Nous avons équilibré l'accès au financement avec la profondeur des produits, la sécurité et le coût plutôt que de laisser un seul axe décider, car aucune plateforme ici ne domine toutes les catégories. Les tests ont été effectués de mars à juin 2026.

Foire aux questions

La cryptomonnaie est-elle légale en Suisse ?

Oui. La crypto est légale et réglementée en vertu de la législation financière existante, adaptée par la DLT Act, la FINMA supervisant les fournisseurs et appliquant les règles de lutte contre le blanchiment d'argent.
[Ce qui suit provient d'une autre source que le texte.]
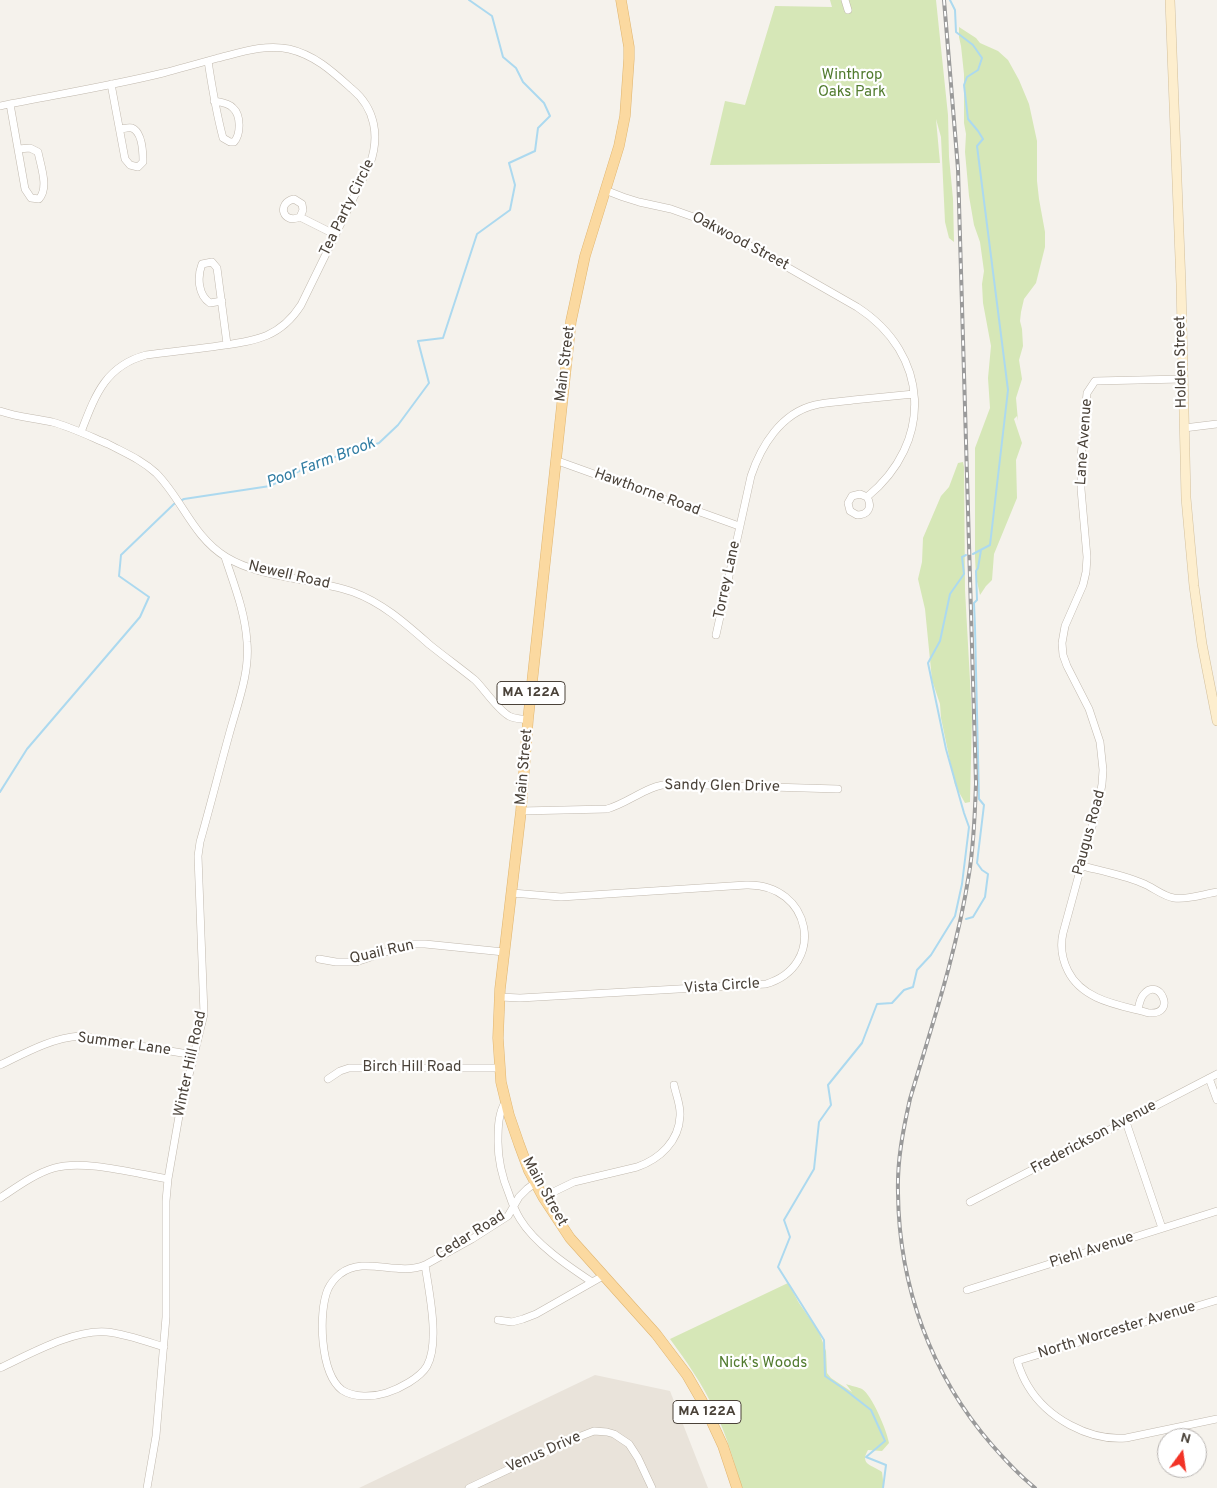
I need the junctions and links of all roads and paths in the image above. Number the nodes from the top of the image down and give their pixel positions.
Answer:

L'achat, la détention, le trading et le minage sont tous autorisés, bien que le Swiss Franc reste la seule monnaie légale, et environ 20 banques suisses offrent désormais des services crypto directement.

Quels exchanges crypto acceptent les dépôts directs en CHF en Suisse ?

Kraken accepte les CHF directs via le système SIC grâce à son partenariat avec Bank Frick et propose des paires CHF et EUR/CHF, tandis que SwissBorg accepte les virements bancaires en CHF dans son application développée en Suisse. Bybit, OKX, Binance et Bitpanda s'appuient plutôt sur les cartes, les virements SEPA en euros ou les transferts de stablecoins, chacun ajoutant une majoration ou une étape de conversion.

Quel impôt dois-je payer sur les gains crypto en Suisse ?

Les investisseurs privés ne paient pas d'impôt sur les gains en capital sur la crypto, car elle est considérée comme un actif de fortune privée, au même titre que les actions. Vous payez toujours un impôt annuel sur la fortune sur les avoirs à leur valeur au 31 décembre, et un impôt sur le revenu sur le staking, le minage et les récompenses d'airdrop lors de leur réception. Les traders professionnels, jugés sur le chiffre d'affaires, la période de détention, le leverage et d'autres facteurs, sont imposés sur les gains comme revenus.

Puis-je acheter de la crypto via ma banque suisse ?

Oui. PostFinance et Zürcher Kantonalbank ont lancé le trading crypto in-app en 2024, UBS a ouvert le trading de Bitcoin et Ether à des clients privés sélectionnés en janvier 2026, et Swissquote et la néobanque Yuh l'offrent également. Le compromis est le coût, car les spreads bancaires, souvent bien supérieurs à 1 %, sont plus élevés qu'un limit order d'exchange, il est donc préférable de comparer avant d'utiliser par défaut votre application bancaire.